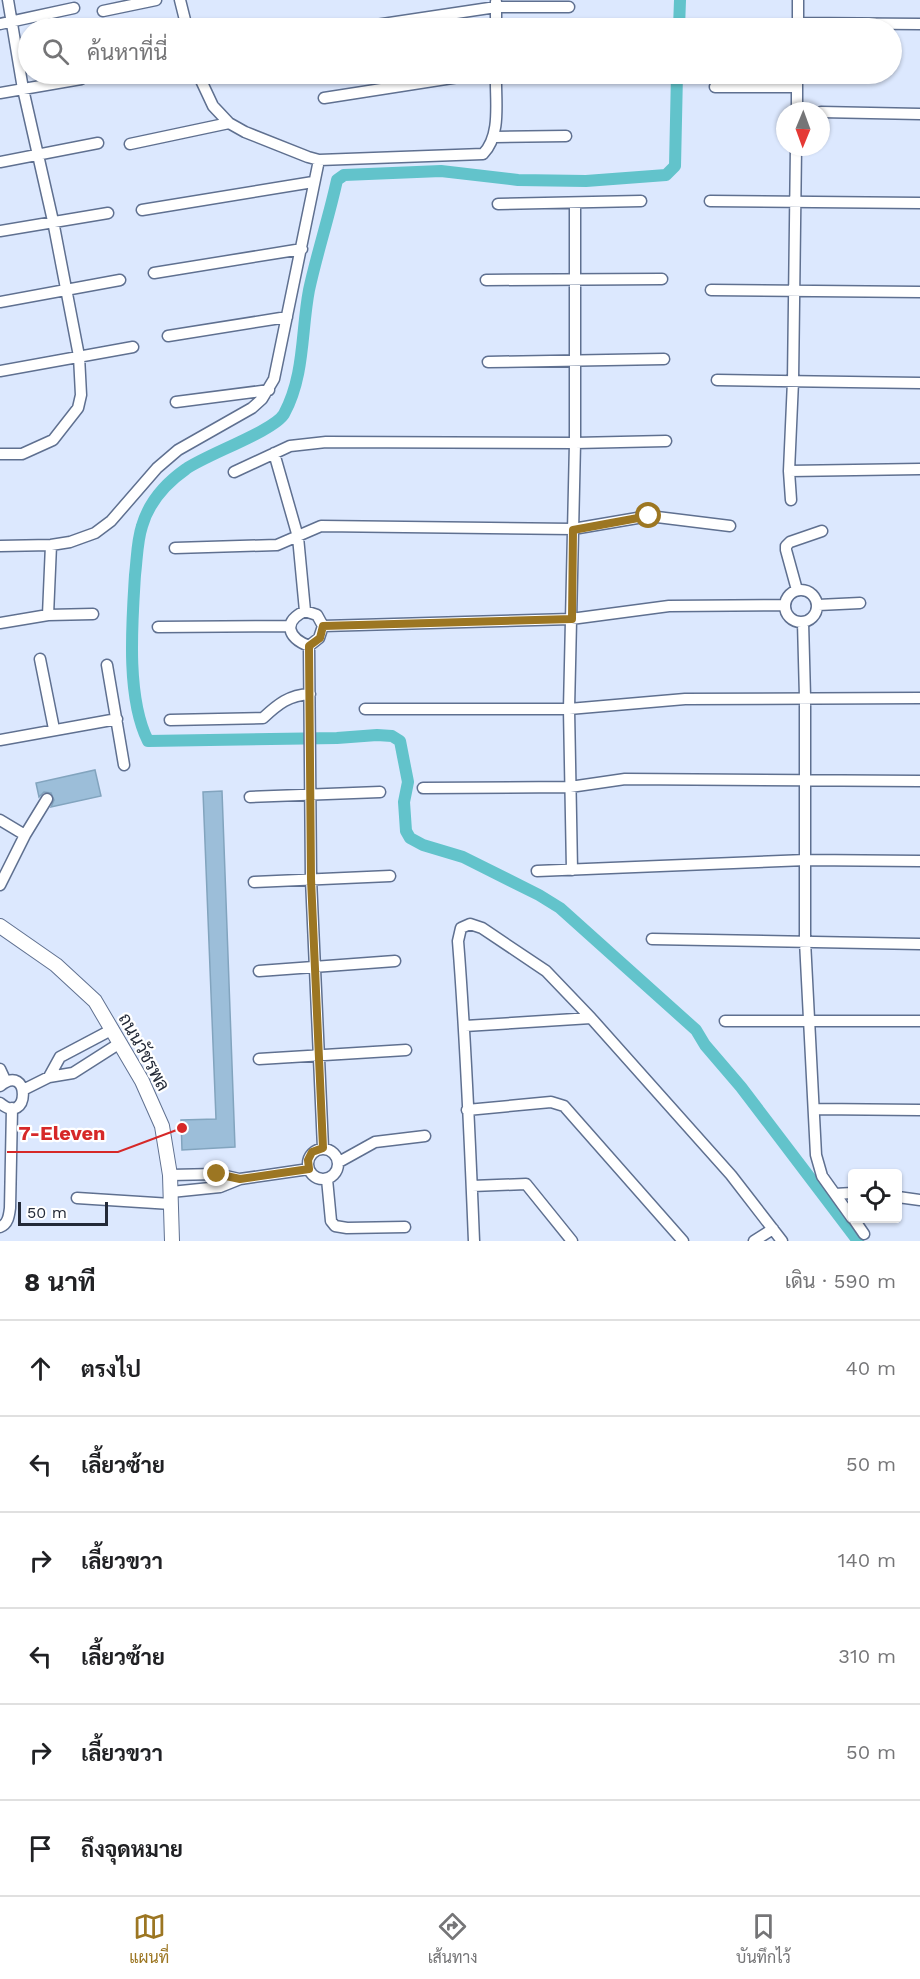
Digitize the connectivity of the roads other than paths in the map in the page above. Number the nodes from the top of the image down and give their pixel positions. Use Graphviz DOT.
graph roads {
  1 [pos="8,0"];
  2 [pos="156,0"];
  3 [pos="180,0"];
  4 [pos="798,0"];
  5 [pos="496,4"];
  6 [pos="569,7"];
  7 [pos="74,8"];
  8 [pos="103,11"];
  9 [pos="26,18"];
  10 [pos="184,18"];
  11 [pos="414,18"];
  12 [pos="798,18"];
  13 [pos="18,20"];
  14 [pos="12,21"];
  15 [pos="0,24"];
  16 [pos="902,24"];
  17 [pos="920,24"];
  18 [pos="18,58"];
  19 [pos="22,84"];
  20 [pos="49,84"];
  21 [pos="203,84"];
  22 [pos="414,84"];
  23 [pos="496,84"];
  24 [pos="715,87"];
  25 [pos="797,87"];
  26 [pos="23,89"];
  27 [pos="0,93"];
  28 [pos="324,98"];
  29 [pos="797,102"];
  30 [pos="830,112"];
  31 [pos="920,114"];
  32 [pos="229,123"];
  33 [pos="495,136"];
  34 [pos="566,136"];
  35 [pos="98,143"];
  36 [pos="130,144"];
  37 [pos="38,155"];
  38 [pos="796,156"];
  39 [pos="319,159"];
  40 [pos="0,162"];
  41 [pos="313,182"];
  42 [pos="641,201"];
  43 [pos="710,201"];
  44 [pos="575,203"];
  45 [pos="796,203"];
  46 [pos="920,203"];
  47 [pos="498,204"];
  48 [pos="142,210"];
  49 [pos="108,213"];
  50 [pos="53,221"];
  51 [pos="0,231"];
  52 [pos="302,249"];
  53 [pos="154,273"];
  54 [pos="662,279"];
  55 [pos="120,280"];
  56 [pos="486,280"];
  57 [pos="575,280"];
  58 [pos="66,290"];
  59 [pos="711,290"];
  60 [pos="794,292"];
  61 [pos="920,292"];
  62 [pos="0,302"];
  63 [pos="287,317"];
  64 [pos="168,336"];
  65 [pos="133,347"];
  66 [pos="79,356"];
  67 [pos="663,359"];
  68 [pos="574,361"];
  69 [pos="488,362"];
  70 [pos="0,371"];
  71 [pos="717,380"];
  72 [pos="793,381"];
  73 [pos="920,383"];
  74 [pos="269,390"];
  75 [pos="176,402"];
  76 [pos="666,441"];
  77 [pos="575,443"];
  78 [pos="274,453"];
  79 [pos="0,454"];
  80 [pos="920,469"];
  81 [pos="789,471"];
  82 [pos="234,472"];
  83 [pos="791,500"];
  84 [pos="730,526"];
  85 [pos="573,530"];
  86 [pos="822,531"];
  87 [pos="298,537"];
  88 [pos="51,545"];
  89 [pos="0,546"];
  90 [pos="175,548"];
  91 [pos="797,590"];
  92 [pos="860,603"];
  93 [pos="785,605"];
  94 [pos="818,605"];
  95 [pos="305,611"];
  96 [pos="93,614"];
  97 [pos="48,615"];
  98 [pos="572,619"];
  99 [pos="803,622"];
  100 [pos="0,623"];
  101 [pos="290,626"];
  102 [pos="323,626"];
  103 [pos="158,627"];
  104 [pos="309,646"];
  105 [pos="40,659"];
  106 [pos="107,665"];
  107 [pos="310,694"];
  108 [pos="805,697"];
  109 [pos="920,698"];
  110 [pos="364,709"];
  111 [pos="569,709"];
  112 [pos="117,719"];
  113 [pos="170,720"];
  114 [pos="54,729"];
  115 [pos="0,740"];
  116 [pos="124,765"];
  117 [pos="805,781"];
  118 [pos="920,781"];
  119 [pos="570,787"];
  120 [pos="423,788"];
  121 [pos="380,792"];
  122 [pos="311,794"];
  123 [pos="250,797"];
  124 [pos="47,799"];
  125 [pos="0,820"];
  126 [pos="25,835"];
  127 [pos="806,860"];
  128 [pos="920,861"];
  129 [pos="572,870"];
  130 [pos="537,871"];
  131 [pos="390,876"];
  132 [pos="311,879"];
  133 [pos="254,882"];
  134 [pos="0,885"];
  135 [pos="0,926"];
  136 [pos="652,939"];
  137 [pos="806,941"];
  138 [pos="920,944"];
  139 [pos="395,961"];
  140 [pos="314,966"];
  141 [pos="259,971"];
  142 [pos="591,1018"];
  143 [pos="809,1020"];
  144 [pos="725,1021"];
  145 [pos="920,1021"];
  146 [pos="465,1026"];
  147 [pos="112,1029"];
  148 [pos="120,1043"];
  149 [pos="406,1050"];
  150 [pos="318,1055"];
  151 [pos="259,1059"];
  152 [pos="0,1069"];
  153 [pos="49,1077"];
  154 [pos="3,1084"];
  155 [pos="23,1090"];
  156 [pos="0,1103"];
  157 [pos="12,1108"];
  158 [pos="815,1109"];
  159 [pos="467,1110"];
  160 [pos="920,1110"];
  161 [pos="425,1136"];
  162 [pos="323,1148"];
  163 [pos="339,1162"];
  164 [pos="309,1169"];
  165 [pos="170,1175"];
  166 [pos="240,1179"];
  167 [pos="327,1179"];
  168 [pos="472,1186"];
  169 [pos="848,1193"];
  170 [pos="835,1194"];
  171 [pos="77,1198"];
  172 [pos="171,1198"];
  173 [pos="902,1198"];
  174 [pos="920,1200"];
  175 [pos="848,1211"];
  176 [pos="856,1223"];
  177 [pos="0,1227"];
  178 [pos="405,1227"];
  179 [pos="773,1229"];
  180 [pos="864,1234"];
  181 [pos="172,1241"];
  182 [pos="474,1241"];
  183 [pos="572,1241"];
  184 [pos="683,1241"];
  185 [pos="754,1241"];
  186 [pos="782,1241"];
  1 -- 14 [label="street"];
  2 -- 8 [label="street"];
  3 -- 10 [label="street"];
  4 -- 12 [label="street"];
  5 -- 6 [label="street"];
  5 -- 11 [label="street"];
  7 -- 9 [label="street"];
  13 -- 14 [label="street"];
  14 -- 15 [label="street"];
  14 -- 18 [label="street"];
  16 -- 17 [label="street"];
  19 -- 26 [label="street"];
  20 -- 26 [label="street"];
  21 -- 32 [label="street"];
  22 -- 28 [label="street"];
  23 -- 33 [label="street"];
  24 -- 25 [label="street"];
  25 -- 29 [label="street"];
  26 -- 27 [label="street"];
  26 -- 37 [label="street"];
  30 -- 31 [label="street"];
  32 -- 36 [label="street"];
  32 -- 39 [label="street"];
  33 -- 34 [label="street"];
  33 -- 39 [label="street"];
  35 -- 37 [label="street"];
  37 -- 40 [label="street"];
  37 -- 50 [label="street"];
  38 -- 45 [label="street"];
  39 -- 41 [label="street"];
  41 -- 48 [label="street"];
  41 -- 52 [label="street"];
  42 -- 44 [label="street"];
  43 -- 45 [label="street"];
  44 -- 47 [label="street"];
  44 -- 57 [label="street"];
  45 -- 46 [label="street"];
  45 -- 60 [label="street"];
  49 -- 50 [label="street"];
  50 -- 51 [label="street"];
  50 -- 58 [label="street"];
  52 -- 53 [label="street"];
  52 -- 63 [label="street"];
  54 -- 57 [label="street"];
  55 -- 58 [label="street"];
  56 -- 57 [label="street"];
  57 -- 68 [label="street"];
  58 -- 62 [label="street"];
  58 -- 66 [label="street"];
  59 -- 60 [label="street"];
  60 -- 61 [label="street"];
  60 -- 72 [label="street"];
  63 -- 64 [label="street"];
  63 -- 74 [label="street"];
  65 -- 66 [label="street"];
  66 -- 70 [label="street"];
  66 -- 79 [label="street"];
  67 -- 68 [label="street"];
  68 -- 69 [label="street"];
  68 -- 77 [label="street"];
  71 -- 72 [label="street"];
  72 -- 73 [label="street"];
  72 -- 81 [label="street"];
  74 -- 75 [label="street"];
  74 -- 88 [label="street"];
  76 -- 77 [label="street"];
  77 -- 78 [label="street"];
  77 -- 85 [label="street"];
  78 -- 82 [label="street"];
  78 -- 87 [label="street"];
  80 -- 81 [label="street"];
  81 -- 83 [label="street"];
  84 -- 85 [label="street"];
  85 -- 87 [label="street"];
  85 -- 98 [label="street"];
  86 -- 91 [label="street"];
  87 -- 90 [label="street"];
  87 -- 95 [label="street"];
  88 -- 89 [label="street"];
  88 -- 97 [label="street"];
  91 -- 93 [label="street"];
  91 -- 94 [label="street"];
  92 -- 94 [label="street"];
  93 -- 98 [label="street"];
  93 -- 99 [label="street"];
  94 -- 99 [label="street"];
  95 -- 101 [label="street"];
  95 -- 102 [label="street"];
  96 -- 97 [label="street"];
  97 -- 100 [label="street"];
  98 -- 102 [label="street"];
  98 -- 111 [label="street"];
  99 -- 108 [label="street"];
  101 -- 103 [label="street"];
  101 -- 104 [label="street"];
  102 -- 104 [label="street"];
  104 -- 107 [label="street"];
  105 -- 114 [label="street"];
  106 -- 112 [label="street"];
  107 -- 113 [label="street"];
  107 -- 122 [label="street"];
  108 -- 109 [label="street"];
  108 -- 111 [label="street"];
  108 -- 117 [label="street"];
  110 -- 111 [label="street"];
  111 -- 119 [label="street"];
  112 -- 114 [label="street"];
  112 -- 116 [label="street"];
  114 -- 115 [label="street"];
  117 -- 118 [label="street"];
  117 -- 119 [label="street"];
  117 -- 127 [label="street"];
  119 -- 120 [label="street"];
  119 -- 129 [label="street"];
  121 -- 122 [label="street"];
  122 -- 123 [label="street"];
  122 -- 132 [label="street"];
  124 -- 126 [label="street"];
  125 -- 126 [label="street"];
  126 -- 134 [label="street"];
  127 -- 128 [label="street"];
  127 -- 129 [label="street"];
  127 -- 137 [label="street"];
  129 -- 130 [label="street"];
  131 -- 132 [label="street"];
  132 -- 133 [label="street"];
  132 -- 140 [label="street"];
  135 -- 147 [label="street, ถนนวัชรพล"];
  136 -- 137 [label="street"];
  137 -- 138 [label="street"];
  137 -- 143 [label="street"];
  139 -- 140 [label="street"];
  140 -- 141 [label="street"];
  140 -- 150 [label="street"];
  142 -- 146 [label="street"];
  142 -- 146 [label="street"];
  142 -- 179 [label="street"];
  143 -- 144 [label="street"];
  143 -- 145 [label="street"];
  143 -- 158 [label="street"];
  146 -- 159 [label="street"];
  147 -- 148 [label="street, ถนนวัชรพล"];
  147 -- 153 [label="street"];
  148 -- 153 [label="street"];
  148 -- 165 [label="street, ถนนวัชรพล"];
  149 -- 150 [label="street"];
  150 -- 151 [label="street"];
  150 -- 162 [label="street"];
  152 -- 154 [label="street"];
  153 -- 155 [label="street"];
  154 -- 155 [label="street"];
  155 -- 157 [label="street"];
  156 -- 157 [label="street"];
  157 -- 177 [label="street"];
  158 -- 160 [label="street"];
  158 -- 170 [label="street"];
  159 -- 168 [label="street"];
  159 -- 184 [label="street"];
  161 -- 163 [label="street"];
  162 -- 163 [label="street"];
  162 -- 164 [label="street"];
  163 -- 167 [label="street"];
  164 -- 166 [label="street"];
  164 -- 167 [label="street"];
  165 -- 166 [label="street"];
  165 -- 172 [label="street, ถนนวัชรพล"];
  166 -- 172 [label="street"];
  167 -- 178 [label="street"];
  168 -- 182 [label="street"];
  168 -- 183 [label="street"];
  169 -- 170 [label="street"];
  170 -- 175 [label="street"];
  171 -- 172 [label="street"];
  172 -- 181 [label="street, ถนนวัชรพล"];
  173 -- 174 [label="street"];
  176 -- 180 [label="street"];
  179 -- 185 [label="street"];
  179 -- 186 [label="street"];
}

— Try it —
Return each line of the listing that holds the string "roads".

— Output —
Digitize the connectivity of the roads other than paths in the map in the page above. Number the nodes from the top of the image down and give their pixel positions. Use Graphviz DOT.
graph roads {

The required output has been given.